This post was originally published on tenancymentoring.org.
Rich and I are now 6 weeks into our pilot with Origin Housing.
Each session we run tells us a bit more about how the people we’re working with came to move into Origin accommodation. Among the assortment of paths and events, one common story stands out. All of their moves were unplanned.
The unexpected can arrive in all shapes and forms. For one person, in a crisis-climate of escalating rents, their parents could no longer keep their two bedroom flat. There was no longer space for them at home. For another, their relationship with their family had become so damaged that increasing pressure and stress drove them away. They sofa surfed and slept rough for 6 months before coming to Origin. Another went into hiding to flee an arranged marriage to their cousin.

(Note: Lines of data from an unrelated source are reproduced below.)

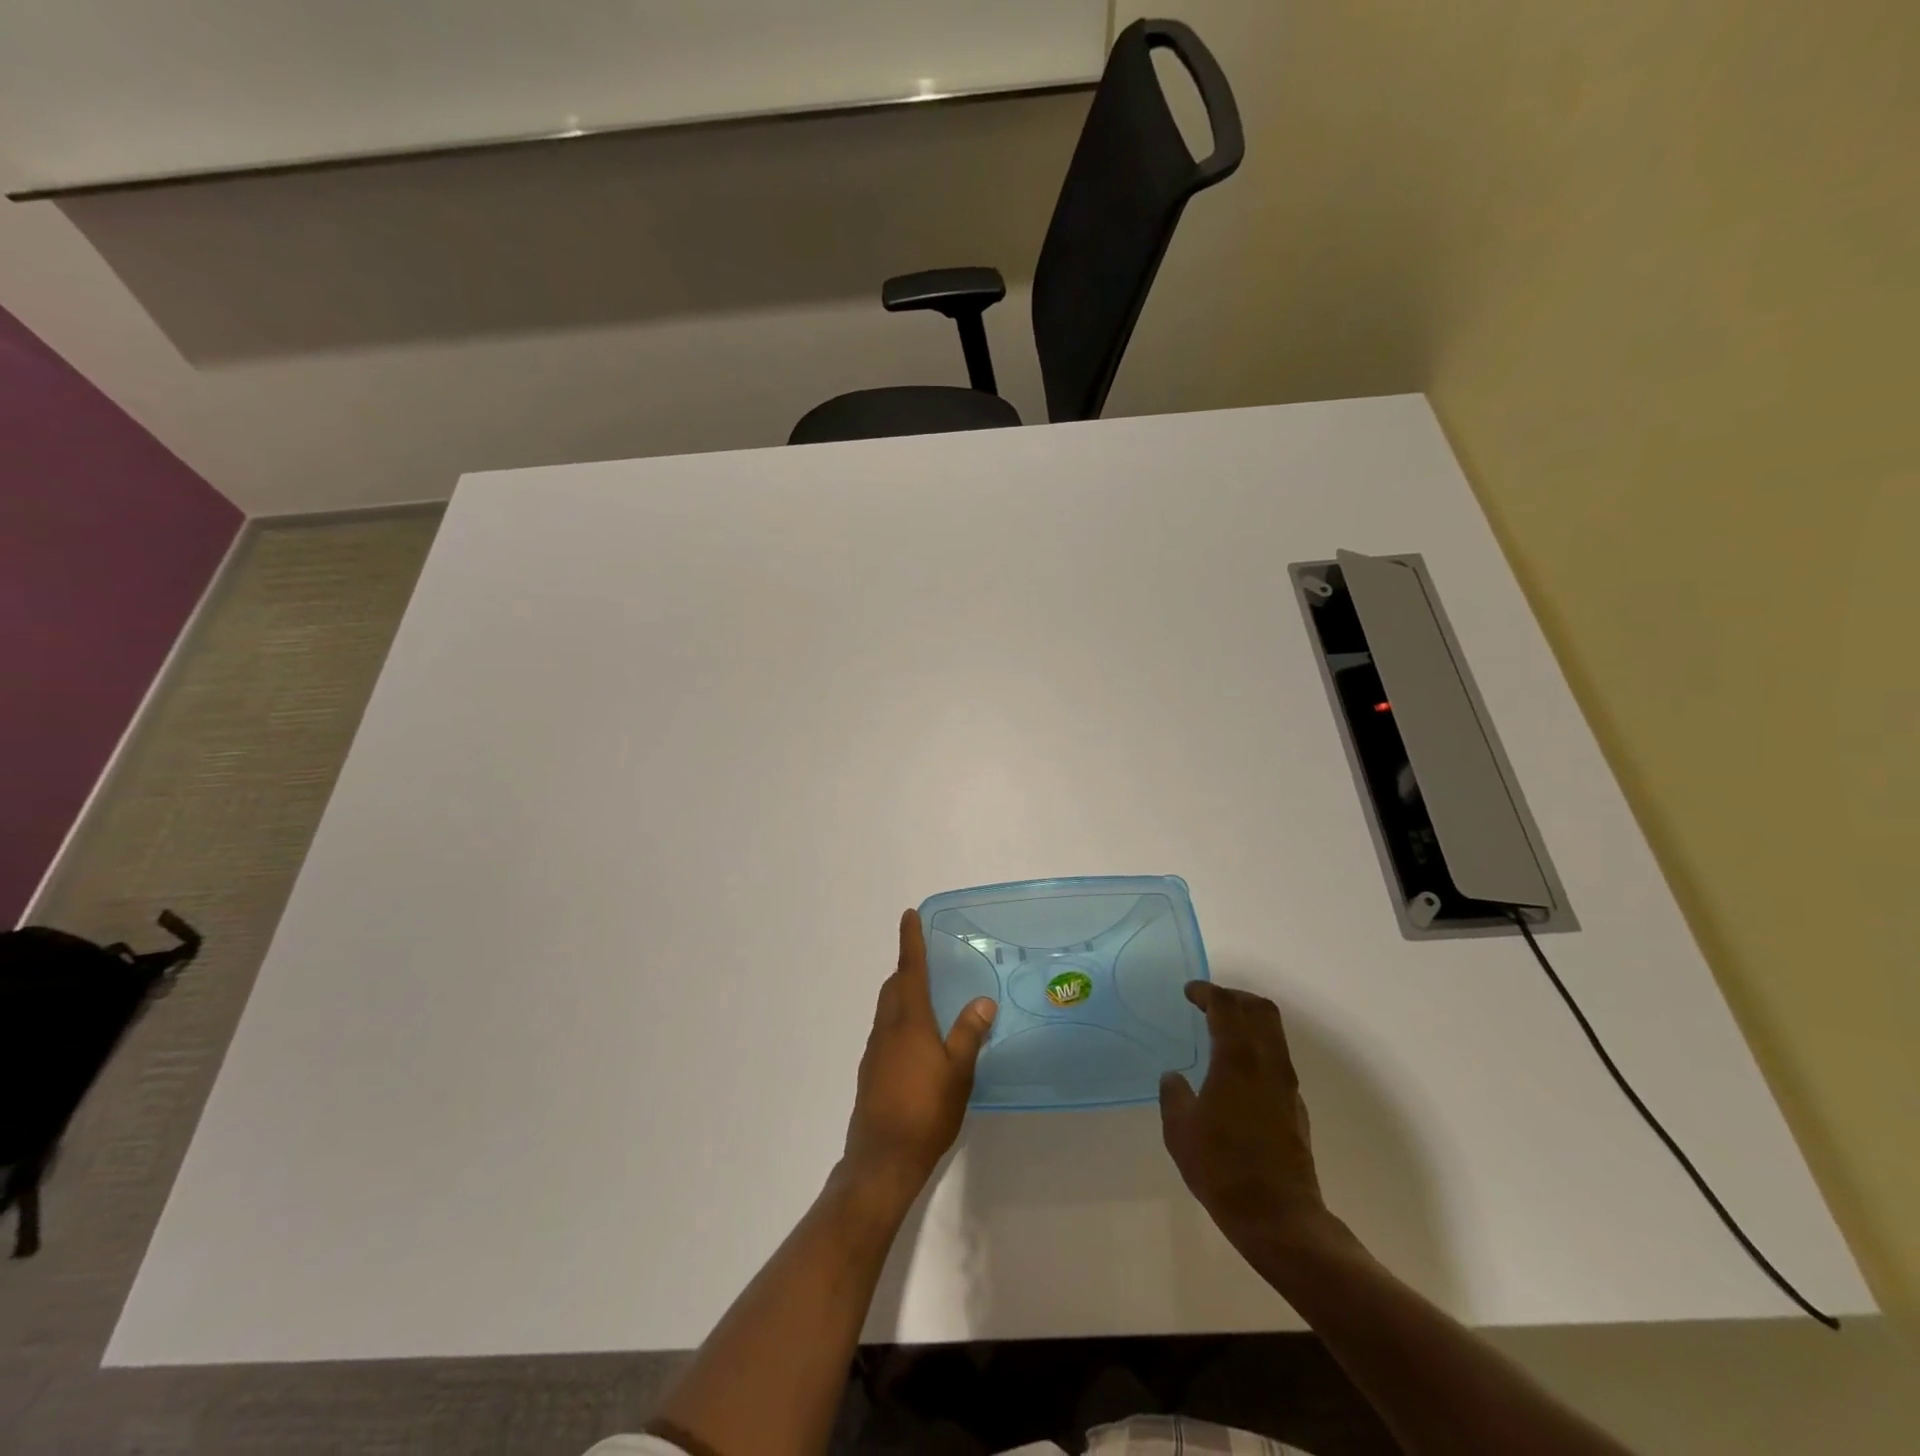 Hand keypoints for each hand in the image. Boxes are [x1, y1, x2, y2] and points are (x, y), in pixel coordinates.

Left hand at [843, 910, 996, 1203]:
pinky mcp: (871, 1074)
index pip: (910, 969)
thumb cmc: (925, 1111)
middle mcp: (886, 1029)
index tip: (909, 915)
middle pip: (894, 987)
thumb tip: (982, 1000)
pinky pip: (887, 1033)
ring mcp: (875, 1052)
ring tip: (929, 1000)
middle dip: (907, 969)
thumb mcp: (958, 1072)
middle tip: (929, 961)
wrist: (881, 1160)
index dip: (910, 941)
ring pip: (888, 1011)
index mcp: (908, 1021)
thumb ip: (969, 1034)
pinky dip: (901, 1022)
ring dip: (903, 996)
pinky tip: (919, 1045)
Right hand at [1160, 982, 1331, 1255]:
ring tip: (1222, 1032)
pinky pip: (1277, 1061)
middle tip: (1211, 1002)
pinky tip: (1237, 1073)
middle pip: (1261, 1010)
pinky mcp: (1295, 1108)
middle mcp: (1267, 1064)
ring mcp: (1287, 1086)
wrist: (1279, 1218)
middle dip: (1236, 997)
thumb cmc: (1223, 1168)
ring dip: (1250, 1022)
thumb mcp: (1180, 1131)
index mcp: (1237, 1060)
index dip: (1207, 992)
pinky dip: (1257, 1049)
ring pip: (1274, 1034)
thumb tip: (1174, 1078)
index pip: (1226, 1006)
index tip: (1189, 992)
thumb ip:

The ‘impromptu’ nature of their moves was something I had expected. Despite the legal definition of homelessness including a clause about ‘intentional’ homelessness – that you did not make the choice to leave your home or become homeless because of something like antisocial behaviour or rent arrears – presenting yourself to a social landlord or a local authority as homeless is rarely a planned decision.
For many, leaving home is like coming of age, a badge of honour. There’s a gradual build up as you finish school and pass society’s milestones through education into work. My first tenancy began at uni with another thousand people in the same boat, welfare officers on hand to make sure I’d settled in ok and attentive parents but a phone call away.
However, for some, especially when the transition is rushed and unexpected, the shift presents a huge challenge.
The ‘unplanned move’ can often be an indication of other issues at home. Homeless Link’s most recent data shows how ‘households under pressure’ put a strain on young people. 11% of under 25s experience homelessness due to unemployment in their family, with 9% homeless due to benefit reductions and 5% due to overcrowding at home.
The same study shows that over half of under 25s become homeless because of a relationship breakdown, usually with their parents. With the loss of that relationship goes much of the advice, financial and emotional support which most first time tenants rely upon.
Without wanting to stereotype, I can see how a precarious home-life might link in with or even cause some of the issues faced by homeless young people. Chaos at home can have all kinds of effects on a person’s education and work, not to mention their own resilience, mental and physical health.
It’s only through designing Settle’s curriculum that Rich and I have come to understand just how complex and sophisticated the network of skills is that people need to manage a tenancy. As a society, we definitely don’t give these skills enough credit.
I’m excited that our training provides an opportunity to develop an understanding of exactly what the skills are and to promote their development among young people.
At the moment, the Settle curriculum covers the four broad areas of money management (paying rent, budgeting, seeking advice), managing a tenancy (rights and responsibilities, maintaining your home, relationships with your landlord and neighbours), looking after your wellbeing (being active, eating healthily and mental health) and linking into your local community (accessing local services, hobbies and interests and having a good social network).
We’re learning quickly that all of these areas interact and the best sessions are the ones most tailored to a young persons’ needs.
All told, I’m completely thrilled to be working with such a remarkable group of people. They are all very determined and have taken a difficult journey to get here. I hope we can harness their determination and energy to change, as part of the magic of Settle is that we meet them as they make this unique transition.